## THE TASK
Copy the records below exactly, starting at the line that contains "Turn all roads" and ending at the line that contains "Write the network"; leave out any pictures.

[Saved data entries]
+-------+

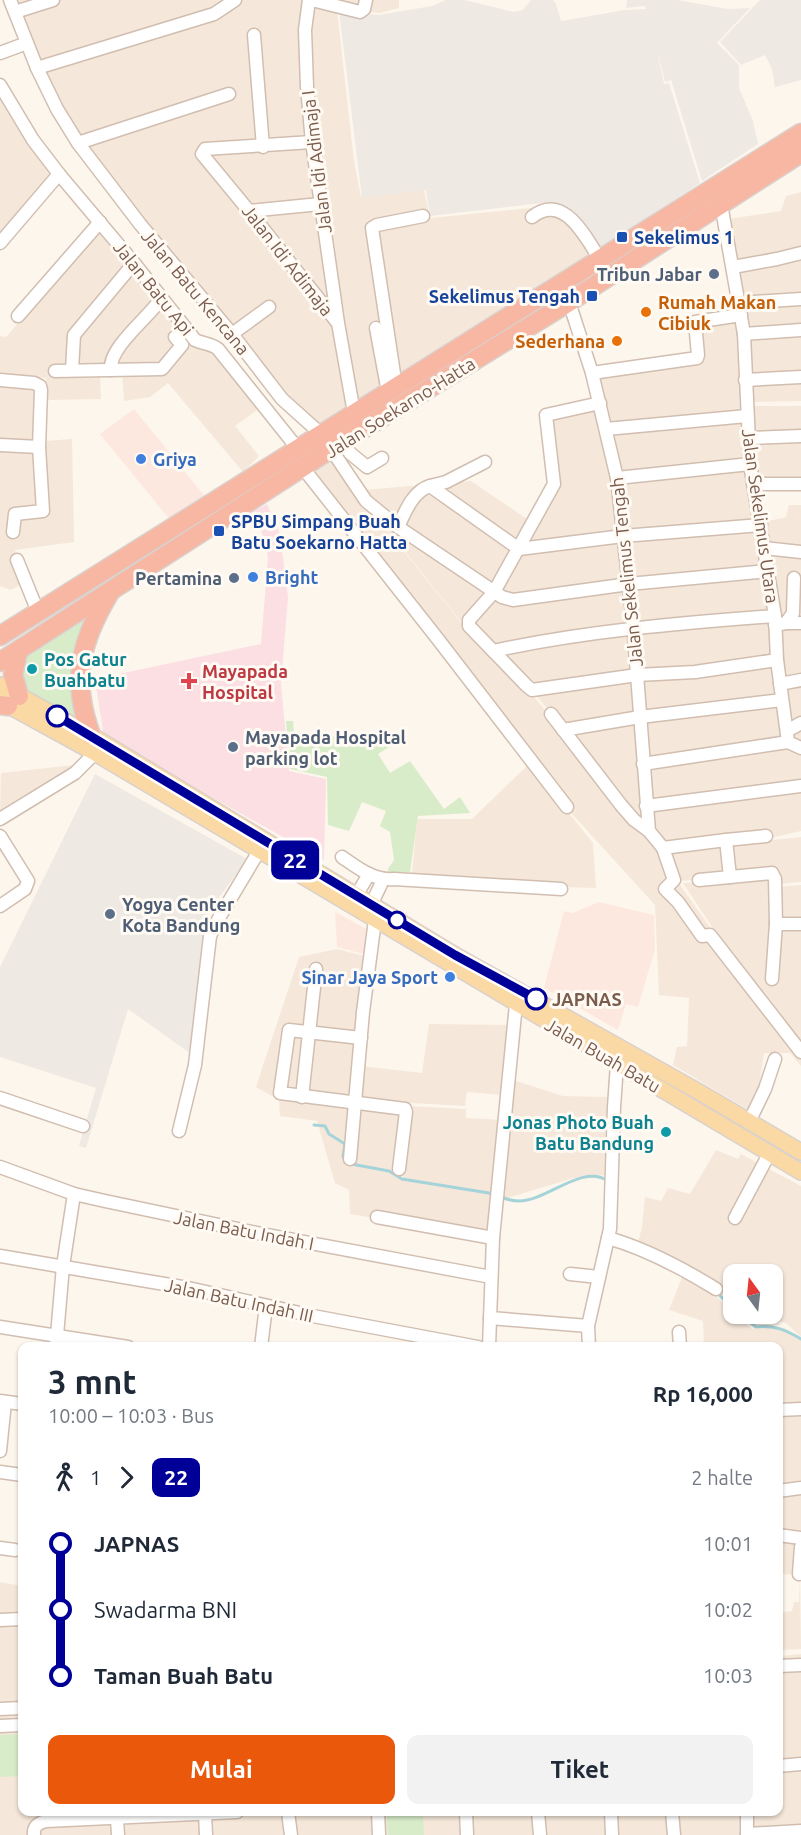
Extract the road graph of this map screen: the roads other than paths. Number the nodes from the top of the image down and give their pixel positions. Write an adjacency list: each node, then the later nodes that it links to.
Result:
1 (53, 0): 5 (street)
2 (311, 0): 4 (street); 15 (street, Jalan Idi Adimaja I)
3 (231, 3): 9 (street)
4 (365, 5)
5 (13, 6): 7 (street, Jalan Batu Kencana)
6 (254, 35): 17 (street)
7 (27, 43): 8 (street); 9 (street, Jalan Batu Kencana)
8 (0, 52)
9 (37, 68): 16 (street, Jalan Batu Kencana)
10 (0, 85): 12 (street, Jalan Batu Api)
11 (229, 94): 16 (street)
12 (14, 108): 13 (street); 19 (street, Jalan Batu Api)
13 (0, 110)
14 (801, 133): 29 (highway, Jalan Soekarno-Hatta)
15 (312, 142): 17 (street); 20 (street, Jalan Idi Adimaja I)
16 (78, 143): 42 (street, Jalan Batu Kencana)
17 (263, 147): 22 (street, Jalan Idi Adimaja)
18 (801, 153): 21 (highway, Jalan Soekarno-Hatta)
19 (59, 174): 25 (street, Jalan Batu Api); 26 (street)
20 (320, 204): 22 (street); 38 (street, Jalan Idi Adimaja I)
21 (721, 204): 31 (street, Jalan Sekelimus Utara); 34 (highway, Jalan Soekarno-Hatta)
22 (249, 211): 38 (street, Jalan Idi Adimaja)
23 (423, 216): 51 (street)
24 (532, 217): 29 (street)
25 (100, 222): 30 (street, Jalan Batu Api); 37 (street)
26 (4, 228): 27 (street)
27 (0, 243)
28 (801, 253): 31 (street)
29 (600, 259): 51 (highway, Jalan Soekarno-Hatta)
30 (134, 263): 33 (street, Jalan Batu Api); 44 (street)
31 (733, 267): 36 (street, Jalan Sekelimus Utara)
32 (801, 298): 36 (street)
33 (161, 299): 40 (street, Jalan Batu Api); 45 (street)
34 (569, 302): 47 (street, Jalan Sekelimus Tengah); 58 (highway, Jalan Soekarno-Hatta)
35 (269, 307): 42 (street)
36 (740, 309): 43 (street, Jalan Sekelimus Utara); 47 (street)
37 (18, 316)
38 (338, 323): 53 (street, Jalan Idi Adimaja)
39 (376, 328): 51 (street)
40 (186, 329): 45 (street); 61 (street, Jalan Batu Api)
41 (801, 330): 43 (street)
42 (232, 334): 58 (street, Jalan Batu Kencana)
43 (744, 334): 49 (street, Jalan Sekelimus Utara)
44 (72, 370): 45 (street); 46 (street)
45 (111, 370)
46 (55, 371)
47 (592, 373): 52 (street, Jalan Sekelimus Tengah)
48 (801, 377): 49 (street)
49 (745, 380): 54 (street, Jalan Sekelimus Utara)
50 (0, 381): 60 (street)
51 (392, 390): 53 (highway, Jalan Soekarno-Hatta)
52 (600, 403): 55 (street, Jalan Sekelimus Tengah); 75 (street)
53 (354, 413): 58 (highway, Jalan Soekarno-Hatta)
54 (747, 416): 55 (street); 57 (street, Jalan Sekelimus Utara)
55 (606, 429): 66 (street, Jalan Sekelimus Tengah)
56 (801, 436): 57 (street)
57 (749, 438): 64 (street, Jalan Sekelimus Utara)
58 (332, 442): 61 (highway, Jalan Soekarno-Hatta); 62 (street); 65 (highway, Jalan Soekarno-Hatta); 71 (street)
59 (0, 445): 60 (street)
60 (39, 447): 72 (street)
61 (298, 449): 83 (highway, Jalan Soekarno-Hatta)
62 (382, 458)
63 (485, 462): 69 (street)
64 (750, 464): 66 (street); 67 (street, Jalan Sekelimus Utara)
65 (303, 468): 81 (highway, Jalan Soekarno-Hatta); 109 (street)
66 (617, 478): 73 (street, Jalan Sekelimus Tengah)
67 (753, 484): 68 (street); 70 (street, Jalan Sekelimus Utara)
68 (801, 484)
69 (430, 486): 71 (street); 75 (street)
70 (760, 525): 73 (street); 74 (street, Jalan Sekelimus Utara)
71 (398, 526): 82 (street)
72 (13, 532)
73 (623, 536): 75 (street); 80 (street, Jalan Sekelimus Tengah)
74 (764, 548): 76 (street); 78 (street, Jalan Sekelimus Utara)
75 (519, 549): 82 (street)
76 (801, 552)
77 (17, 560): 83 (street)
78 (768, 571): 80 (street); 84 (street, Jalan Sekelimus Utara)
79 (794, 578): 84 (street)
80 (628, 584): 82 (street); 86 (street, Jalan Sekelimus Tengah)
81 (111, 590): 88 (highway, Jalan Soekarno-Hatta); 102 (highway)
82 (494, 592): 89 (street)
83 (38, 612): 87 (highway, Jalan Soekarno-Hatta)
84 (779, 621): 85 (street); 86 (street); 90 (street, Jalan Sekelimus Utara)
85 (801, 623)
86 (633, 628): 89 (street); 92 (street, Jalan Sekelimus Tengah)
87 (0, 636)
88 (18, 651): 91 (highway, Jalan Soekarno-Hatta); 97 (highway)
89 (493, 651): 92 (street)
90 (777, 660): 92 (street); 94 (street, Jalan Sekelimus Utara)
91 (0, 662)
92 (637, 675): 99 (street, Jalan Sekelimus Tengah)
93 (801, 680): 94 (street)
94 (780, 684): 96 (street, Jalan Sekelimus Utara)
95 (0, 685): 97 (main road, Jalan Buah Batu)
96 (782, 700): 99 (street); 103 (street, Jalan Sekelimus Utara)
97 (7, 702): 102 (main road, Jalan Buah Batu); 105 (main road, Jalan Buah Batu)
98 (551, 714): 101 (street)
99 (640, 717): 101 (street); 106 (street, Jalan Sekelimus Tengah)
100 (801, 723): 103 (street)
101 (564, 730): 111 (street)
102 (91, 735): 116 (main road, Jalan Buah Batu)
103 (787, 736): 104 (street); 106 (street)
104 (801, 748)
105 (95, 753): 110 (street); 116 (main road, Jalan Buah Batu)
106 (643, 764): 108 (street, Jalan Sekelimus Tengah)
107 (801, 786): 108 (street)
108 (646, 806): 111 (street, Jalan Sekelimus Tengah)
109 (567, 807)
110 (0, 819)
111 (649, 831): 115 (street)
112 (0, 836): 124 (street)
113 (766, 836): 114 (street)
114 (726, 840): 115 (street); 119 (street)
115 (661, 846): 133 (street)
116 (268, 852): 123 (main road, Jalan Buah Batu); 125 (main road, Jalan Buah Batu); 143 (street)
117 (342, 857): 118 (street)
118 (369, 874): 120 (street); 123 (street)
119 (730, 877): 121 (street); 126 (street)
120 (383, 880): 122 (street); 125 (street)
121 (699, 880)
122 (561, 889)
123 (356, 896): 125 (main road, Jalan Buah Batu)
124 (0, 906)
125 (373, 912): 130 (main road, Jalan Buah Batu); 132 (street); 136 (main road, Jalan Buah Batu)
126 (776, 924): 127 (street); 129 (street)
127 (801, 924)
128 (316, 969): 131 (street)
129 (772, 979)
130 (516, 1004): 135 (main road, Jalan Buah Batu); 153 (street)
131 (309, 1032): 132 (street); 137 (street); 137 (street)
132 (361, 1038): 139 (street)
133 (801, 1052)
134 (775, 1059): 141 (street)
135 (617, 1064): 140 (main road, Jalan Buah Batu); 154 (street)
136 (701, 1093): 140 (main road); 141 (main road, Jalan Buah Batu)
137 (302, 1097): 139 (street)
138 (0, 1098): 142 (street)
139 (355, 1102): 146 (street); 148 (street)
140 (693, 1107): 145 (main road, Jalan Buah Batu)
141 (749, 1122): 144 (main road, Jalan Buah Batu)
142 (82, 1126)
143 (179, 1131)
144 (801, 1152)
145 (769, 1154): 149 (main road, Jalan Buah Batu); 152 (street)
146 (350, 1159)
147 (0, 1167): 150 (street, Jalan Batu Indah I)
148 (399, 1169)
149 (801, 1172)
150 (74, 1194): 156 (street); 158 (street, Jalan Batu Indah I)
151 (376, 1218): 153 (street)
152 (735, 1218)
153 (493, 1238): 158 (street)
154 (608, 1238): 159 (street); 160 (street)
155 (0, 1256): 156 (street, Jalan Batu Indah III)
156 (63, 1266): 161 (street, Jalan Batu Indah III); 166 (street)
157 (570, 1274): 159 (street)
158 (491, 1277): 162 (street)
159 (599, 1277): 163 (street)
160 (716, 1289)
161 (266, 1306): 167 (street); 168 (street, Jalan Batu Indah III)
162 (490, 1318): 163 (street); 169 (street)
163 (588, 1326): 170 (street)
164 (0, 1327): 166 (street)
165 (679, 1332): 171 (street)
166 (56, 1341)
167 (262, 1342)
168 (452, 1342)
169 (489, 1342)
170 (589, 1342)
171 (680, 1342)
172 (2, 1401): 173 (street); 176 (street)
173 (18, 1403)
174 (801, 1409): 175 (street)
175 (783, 1410)
176 (0, 1451)
177 (0, 1472): 178 (street)
178 (18, 1474)
179 (801, 1488): 180 (street)
180 (783, 1490)
181 (783, 1535): 182 (street)
182 (801, 1538)
183 (801, 1547): 186 (street)
184 (0, 1548): 185 (street)
185 (15, 1550)
186 (799, 1574)
187 (18, 1619): 188 (street)
188 (0, 1620)
189 (18, 1708): 190 (street)
190 (0, 1709)
191 (18, 1725): 192 (street)
192 (0, 1726)
193 (801, 1764): 194 (street)
194 (783, 1766)
195 (170, 1816): 204 (street)
196 (205, 1816): 208 (street)
197 (289, 1816): 209 (street)
198 (378, 1816): 210 (street)
199 (466, 1816): 211 (street)
200 (538, 1816): 212 (street)
201 (611, 1816): 213 (street)
202 (672, 1816): 214 (street)
203 (747, 1816): 215 (street)
204 (117, 1819): 206 (street); 207 (street)
205 (801, 1831): 215 (street)
206 (34, 1835)
207 (118, 1835)
208 (206, 1835)
209 (291, 1835)
210 (379, 1835)
211 (467, 1835)
212 (540, 1835)
213 (612, 1835)
214 (674, 1835)
215 (747, 1835)

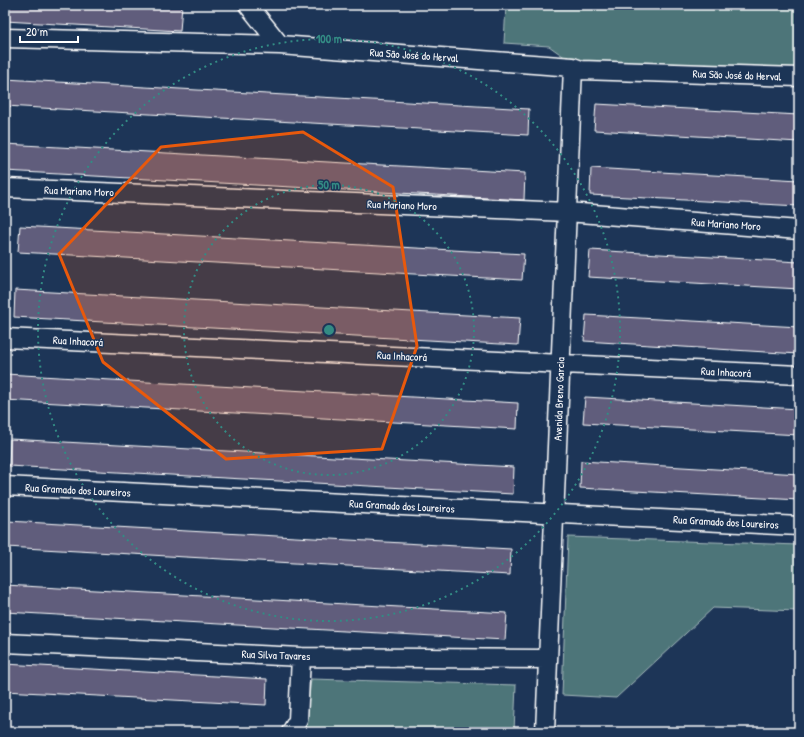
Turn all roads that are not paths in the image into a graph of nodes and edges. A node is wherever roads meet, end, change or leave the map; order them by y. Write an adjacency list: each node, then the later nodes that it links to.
1 (248, 5): 3 (street)
2 (5, 38): 3 (street, Rua São José do Herval)
3 (280, 45): 4 (street, Rua São José do Herval)
4 (573, 67): 5 (street, Rua São José do Herval); 7 (street, Avenida Breno Garcia)
5 (799, 77)
6 (5, 188): 7 (street, Rua Mariano Moro)
7 (567, 212): 8 (street, Rua Mariano Moro); 10 (street, Avenida Breno Garcia)
8 (799, 230)
9 (5, 338): 10 (street, Rua Inhacorá)
10 (560, 364): 11 (street, Rua Inhacorá); 13 (street, Avenida Breno Garcia)
11 (799, 375)
12 (5, 486): 13 (street, Rua Gramado dos Loureiros)
13 (554, 514): 14 (street, Rua Gramado dos Loureiros); 17 (street, Avenida Breno Garcia)
14 (799, 526)
15 (5, 643): 16 (street, Rua Silva Tavares)
16 (301, 657): 17 (street, Rua Silva Tavares); 18 (street)
17 (548, 659): 19 (street, Avenida Breno Garcia)
18 (291, 732)
19 (546, 732)

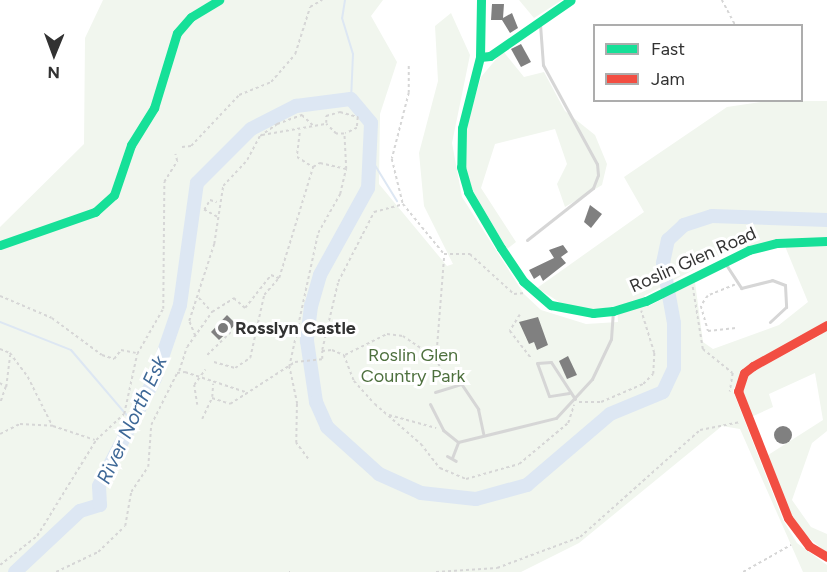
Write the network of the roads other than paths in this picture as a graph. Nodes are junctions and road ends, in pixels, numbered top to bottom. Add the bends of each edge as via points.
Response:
1 (219, 0) edge
2 (480, 0) edge
3 (571, 0) edge
4 (539, 22) junction
5 (480, 57) junction
6 (527, 240) dead end
7 (827, 241) edge
8 (0, 245) edge
9 (724, 261) junction
10 (614, 311) junction
11 (770, 322) dead end
12 (827, 326) edge
13 (456, 376) dead end
14 (461, 384) junction
15 (435, 392) dead end
16 (569, 393) junction
17 (574, 400) junction
18 (430, 404) dead end
19 (483, 434) junction
20 (458, 442) junction
21 (447, 456) dead end
22 (827, 557) edge

1 - 8 main road via 191,17 177,33 154,108 131,145 114,195 95,212
2 - 5 main road, Roslin Glen Road
3 - 4 main road
4 - 5 main road via 490,56
4 - 6 lane via 543,65 597,164 598,176 593,188
5 - 10 main road, Roslin Glen Road via 462,128 461,167 468,192 530,288 551,305 574,311
7 - 9 main road, Roslin Glen Road via 777,243
9 - 10 main road, Roslin Glen Road via 646,301
9 - 11 lane via 735,285 746,289 782,282 786,307
10 - 17 lane via 611,339 592,379
12 - 22 main road via 753,366 738,391 788,518 809,546
13 - 14 lane
14 - 15 lane
14 - 19 lane via 478,409
16 - 16 lane via 551,362 537,363 549,396
16 - 17 lane
17 - 19 lane via 556,418 540,425
18 - 20 lane via 443,430
19 - 20 lane
20 - 21 lane via 454,459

+-------+

## REPLY
Turn all roads that are not paths in the image into a graph of nodes and edges. A node is wherever roads meet, end, change or leave the map; order them by y. Write an adjacency list: each node, then the later nodes that it links to.
1 (248, 5): 3 (street)
2 (5, 38): 3 (street, Rua São José do Herval)
3 (280, 45): 4 (street, Rua São José do Herval)
4 (573, 67): 5 (street, Rua São José do Herval); 7 (street, Avenida Breno Garcia)
5 (799, 77)
6 (5, 188): 7 (street, Rua Mariano Moro)
7 (567, 212): 8 (street, Rua Mariano Moro); 10 (street, Avenida Breno Garcia)
8 (799, 230)
9 (5, 338): 10 (street, Rua Inhacorá)
10 (560, 364): 11 (street, Rua Inhacorá); 13 (street, Avenida Breno Garcia)
11 (799, 375)
12 (5, 486): 13 (street, Rua Gramado dos Loureiros)
13 (554, 514): 14 (street, Rua Gramado dos Loureiros); 17 (street, Avenida Breno Garcia)
14 (799, 526)
15 (5, 643): 16 (street, Rua Silva Tavares)
16 (301, 657): 17 (street, Rua Silva Tavares); 18 (street)
17 (548, 659): 19 (street, Avenida Breno Garcia)
18 (291, 732)
19 (546, 732)

Write the network of the roads other than paths in this picture as a graph. Nodes are junctions and road ends, in pixels, numbered top to bottom. Add the bends of each edge as via points.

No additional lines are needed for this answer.